Patients with ISR were found to have higher TGI than those without ISR, suggesting that TGI might be a valuable predictor of ISR in patients with stable CAD.

Keywords: Triglyceride glucose index, insulin resistance, in-stent restenosis


Insulin resistance has been established as a mediator of type 2 diabetes mellitus (T2DM), metabolic syndrome, and atherosclerotic cardiovascular disease (CVD)(1,2). Chronically increased plasma glucose and triglyceride levels are associated with insulin resistance(2). Triglyceride glucose index (TGI), a product of plasma glucose and triglyceride levels, has been demonstrated to be a surrogate of insulin resistance in previous studies(3,4).

Despite the evidence that drug-eluting coronary stents reduce restenosis compared with bare-metal stents, stent restenosis is still an ongoing clinical problem(5). Factors related to in-stent restenosis (ISR) are diverse. T2DM and hyperinsulinemia are known to be associated with increased restenosis rate after stent implantation(6,7).

Previous studies indicated that TGI was associated with the risk of incident hypertension and incident CVD and adverse outcomes in patients with acute coronary syndromes(8-11). No previous study exclusively investigated the usefulness of TGI in predicting ISR. Therefore, this study examined the relationship between TGI and ISR in patients undergoing coronary angiography for stable coronary artery disease (CAD).

Materials and Methods

This retrospective study assessed the data of 1,310 patients who had undergone coronary angiography between January 2019 and June 2020 in our angiography laboratory because of suspicion of stable CAD. Patients with incomplete data, diabetes mellitus (DM), prior coronary artery bypass grafting, bare-metal stent, prior intervention of ISR, systemic inflammatory disease, renal or hepatic failure, severe heart failure, hypo/hyperthyroidism, extreme body mass index (BMI), suspected familial hypertriglyceridemia or receiving fenofibrate were not included in the study. Finally, the data of 224 patients were evaluated in the analysis. The patients were divided into two groups according to their angiography results: the non-ISR group (n=114) and the ISR group (n=100).
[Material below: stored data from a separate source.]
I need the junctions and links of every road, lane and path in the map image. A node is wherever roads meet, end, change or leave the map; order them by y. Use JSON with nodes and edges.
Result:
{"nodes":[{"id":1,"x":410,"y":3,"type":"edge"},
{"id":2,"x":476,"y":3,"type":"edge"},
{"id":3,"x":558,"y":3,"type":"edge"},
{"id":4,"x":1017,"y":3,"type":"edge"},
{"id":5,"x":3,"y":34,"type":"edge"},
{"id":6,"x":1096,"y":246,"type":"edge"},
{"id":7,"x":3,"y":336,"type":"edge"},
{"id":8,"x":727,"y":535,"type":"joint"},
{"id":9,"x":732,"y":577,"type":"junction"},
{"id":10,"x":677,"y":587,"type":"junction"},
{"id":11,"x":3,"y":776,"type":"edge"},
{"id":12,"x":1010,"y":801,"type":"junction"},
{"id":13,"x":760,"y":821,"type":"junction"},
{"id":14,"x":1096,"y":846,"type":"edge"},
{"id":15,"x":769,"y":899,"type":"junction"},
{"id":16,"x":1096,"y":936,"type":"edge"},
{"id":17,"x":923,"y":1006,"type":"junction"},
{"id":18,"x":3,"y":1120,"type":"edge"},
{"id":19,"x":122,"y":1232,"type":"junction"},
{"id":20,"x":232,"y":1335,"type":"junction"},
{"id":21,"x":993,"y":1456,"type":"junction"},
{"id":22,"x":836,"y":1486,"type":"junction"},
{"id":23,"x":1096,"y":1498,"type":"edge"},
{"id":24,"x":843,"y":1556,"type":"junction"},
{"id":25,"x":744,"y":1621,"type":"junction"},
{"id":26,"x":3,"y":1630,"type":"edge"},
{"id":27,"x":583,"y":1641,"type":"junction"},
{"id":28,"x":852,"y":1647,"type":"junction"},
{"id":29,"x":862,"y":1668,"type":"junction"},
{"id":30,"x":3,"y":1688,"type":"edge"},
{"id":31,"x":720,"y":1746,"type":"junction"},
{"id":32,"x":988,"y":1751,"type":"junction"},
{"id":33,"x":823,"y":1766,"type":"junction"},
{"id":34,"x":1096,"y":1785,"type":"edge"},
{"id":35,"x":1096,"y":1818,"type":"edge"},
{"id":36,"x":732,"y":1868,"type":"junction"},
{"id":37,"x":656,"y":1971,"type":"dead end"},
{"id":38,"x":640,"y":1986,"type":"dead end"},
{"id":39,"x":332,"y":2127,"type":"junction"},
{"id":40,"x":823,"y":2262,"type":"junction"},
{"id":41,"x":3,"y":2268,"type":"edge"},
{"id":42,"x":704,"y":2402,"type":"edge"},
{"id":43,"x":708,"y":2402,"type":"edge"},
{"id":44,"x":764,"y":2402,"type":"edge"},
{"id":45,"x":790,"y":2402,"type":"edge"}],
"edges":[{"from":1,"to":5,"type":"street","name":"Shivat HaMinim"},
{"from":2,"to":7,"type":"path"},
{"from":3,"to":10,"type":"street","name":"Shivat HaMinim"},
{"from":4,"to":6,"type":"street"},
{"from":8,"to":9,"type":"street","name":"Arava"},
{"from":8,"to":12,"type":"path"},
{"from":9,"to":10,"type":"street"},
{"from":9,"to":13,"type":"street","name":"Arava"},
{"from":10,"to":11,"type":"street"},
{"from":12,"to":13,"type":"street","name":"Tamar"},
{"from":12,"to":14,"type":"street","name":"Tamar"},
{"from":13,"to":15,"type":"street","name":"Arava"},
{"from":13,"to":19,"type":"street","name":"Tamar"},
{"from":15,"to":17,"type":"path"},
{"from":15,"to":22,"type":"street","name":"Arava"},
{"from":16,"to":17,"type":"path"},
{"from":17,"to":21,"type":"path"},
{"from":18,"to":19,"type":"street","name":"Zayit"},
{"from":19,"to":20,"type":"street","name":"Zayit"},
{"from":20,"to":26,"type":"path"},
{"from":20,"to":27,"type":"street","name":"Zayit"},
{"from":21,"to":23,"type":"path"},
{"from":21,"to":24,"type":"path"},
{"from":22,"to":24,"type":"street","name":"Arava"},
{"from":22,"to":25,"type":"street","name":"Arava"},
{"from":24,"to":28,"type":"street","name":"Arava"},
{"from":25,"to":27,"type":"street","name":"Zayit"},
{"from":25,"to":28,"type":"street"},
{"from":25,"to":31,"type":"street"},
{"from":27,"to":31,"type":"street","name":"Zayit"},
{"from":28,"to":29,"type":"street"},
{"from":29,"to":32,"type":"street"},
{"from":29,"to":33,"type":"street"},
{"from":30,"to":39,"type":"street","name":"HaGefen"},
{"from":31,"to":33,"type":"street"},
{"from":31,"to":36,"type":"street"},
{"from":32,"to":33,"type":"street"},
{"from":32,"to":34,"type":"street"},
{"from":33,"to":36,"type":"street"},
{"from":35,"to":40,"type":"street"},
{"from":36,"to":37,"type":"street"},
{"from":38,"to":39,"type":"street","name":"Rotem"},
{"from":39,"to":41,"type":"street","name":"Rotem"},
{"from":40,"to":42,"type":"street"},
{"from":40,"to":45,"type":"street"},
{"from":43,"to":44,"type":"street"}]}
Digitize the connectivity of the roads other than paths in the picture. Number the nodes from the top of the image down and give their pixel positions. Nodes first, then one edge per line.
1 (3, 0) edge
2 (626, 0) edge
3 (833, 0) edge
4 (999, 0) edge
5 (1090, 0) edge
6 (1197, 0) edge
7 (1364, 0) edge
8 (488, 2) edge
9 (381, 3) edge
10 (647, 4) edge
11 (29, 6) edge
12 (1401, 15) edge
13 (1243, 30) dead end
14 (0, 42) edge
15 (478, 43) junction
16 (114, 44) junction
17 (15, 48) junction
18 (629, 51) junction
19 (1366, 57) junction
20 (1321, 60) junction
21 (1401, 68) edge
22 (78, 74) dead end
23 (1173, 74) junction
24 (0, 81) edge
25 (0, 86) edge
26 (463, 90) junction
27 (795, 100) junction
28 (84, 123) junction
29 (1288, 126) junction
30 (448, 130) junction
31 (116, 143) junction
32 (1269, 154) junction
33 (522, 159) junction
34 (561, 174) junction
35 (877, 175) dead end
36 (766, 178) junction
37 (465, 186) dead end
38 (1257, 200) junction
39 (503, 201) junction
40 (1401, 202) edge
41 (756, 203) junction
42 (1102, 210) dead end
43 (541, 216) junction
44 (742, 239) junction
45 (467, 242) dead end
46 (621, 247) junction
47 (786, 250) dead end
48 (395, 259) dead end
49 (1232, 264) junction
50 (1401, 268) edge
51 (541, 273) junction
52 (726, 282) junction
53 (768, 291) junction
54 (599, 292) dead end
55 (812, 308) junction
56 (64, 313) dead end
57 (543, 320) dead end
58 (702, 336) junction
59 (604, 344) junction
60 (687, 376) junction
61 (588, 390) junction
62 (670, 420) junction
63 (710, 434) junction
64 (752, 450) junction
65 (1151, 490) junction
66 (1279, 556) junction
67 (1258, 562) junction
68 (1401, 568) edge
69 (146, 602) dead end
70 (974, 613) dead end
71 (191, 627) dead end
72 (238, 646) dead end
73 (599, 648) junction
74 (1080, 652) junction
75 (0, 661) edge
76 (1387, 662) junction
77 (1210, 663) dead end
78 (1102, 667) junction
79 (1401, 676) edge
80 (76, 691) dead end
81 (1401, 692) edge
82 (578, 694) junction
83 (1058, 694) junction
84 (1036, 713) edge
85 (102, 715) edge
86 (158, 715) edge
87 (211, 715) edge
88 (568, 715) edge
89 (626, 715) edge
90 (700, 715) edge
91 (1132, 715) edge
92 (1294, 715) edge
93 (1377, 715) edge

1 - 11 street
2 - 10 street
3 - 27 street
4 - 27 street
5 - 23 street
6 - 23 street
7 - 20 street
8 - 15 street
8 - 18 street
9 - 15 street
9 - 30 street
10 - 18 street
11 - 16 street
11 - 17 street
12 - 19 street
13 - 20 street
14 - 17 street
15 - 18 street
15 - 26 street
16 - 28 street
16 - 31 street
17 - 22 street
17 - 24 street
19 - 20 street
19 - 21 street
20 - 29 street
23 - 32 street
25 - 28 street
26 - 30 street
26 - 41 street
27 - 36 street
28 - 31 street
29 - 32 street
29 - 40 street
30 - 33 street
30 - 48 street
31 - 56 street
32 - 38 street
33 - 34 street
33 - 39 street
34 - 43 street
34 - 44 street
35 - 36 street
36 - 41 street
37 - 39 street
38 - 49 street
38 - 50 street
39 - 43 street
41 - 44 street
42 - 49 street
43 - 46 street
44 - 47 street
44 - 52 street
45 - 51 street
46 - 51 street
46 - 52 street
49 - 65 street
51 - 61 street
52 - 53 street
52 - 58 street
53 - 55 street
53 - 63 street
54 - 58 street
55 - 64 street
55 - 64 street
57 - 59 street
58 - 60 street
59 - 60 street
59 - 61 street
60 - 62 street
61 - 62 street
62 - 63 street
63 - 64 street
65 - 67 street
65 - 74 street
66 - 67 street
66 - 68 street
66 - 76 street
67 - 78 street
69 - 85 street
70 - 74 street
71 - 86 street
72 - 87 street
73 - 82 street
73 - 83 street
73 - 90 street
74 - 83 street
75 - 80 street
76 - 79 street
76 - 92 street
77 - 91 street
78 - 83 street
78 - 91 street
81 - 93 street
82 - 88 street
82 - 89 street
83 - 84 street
All patients in the present study had previously implanted coronary drug-eluting stents in our institution. Coronary angiography was performed using the standard Judkins technique. Angiographic restenosis was defined as stenosis ≥50% of the lumen diameter of the previously implanted stent (ISR and/or 5 mm proximal and distal to the stent edge). The angiographic results and the severity of ISR were recorded from patients’ files. If the patient had more than one stent, the stent with the most severe restenosis was recorded. Baseline diagnostic angiograms of the patients were assessed independently by two experienced cardiologists to evaluate the extent and severity of CAD by calculating the Gensini and SYNTAX scores. The Gensini score was calculated by assigning a severity score to each coronary narrowing on the basis of the degree of luminal stenosis and its location. Decreases in luminal diameter of 25%, 50%, 75%, 90%, 99%, and total occlusion were given scores of 1, 2, 4, 8, 16 and 32, respectively. The score was then multiplied by a factor symbolizing the functional significance of the myocardial area supplied by that segment(12). The SYNTAX score for each patient was calculated by scoring all coronary lesions producing ≥50% diameter stenosis in vessels ≥1.5 mm(13). Stent restenosis was excluded while calculating Gensini and SYNTAX scores. The assessed clinical parameters were age, gender, weight, height, coronary risk factors, and statin use. Hypertension was defined as systolic blood pressure ≥140 mmHg and/or diastolic blood pressure ≥90 mmHg or current medication with antihypertensive drugs. The BMI was calculated as body weight in kilograms divided by the squared value of body height in meters (kg/m2).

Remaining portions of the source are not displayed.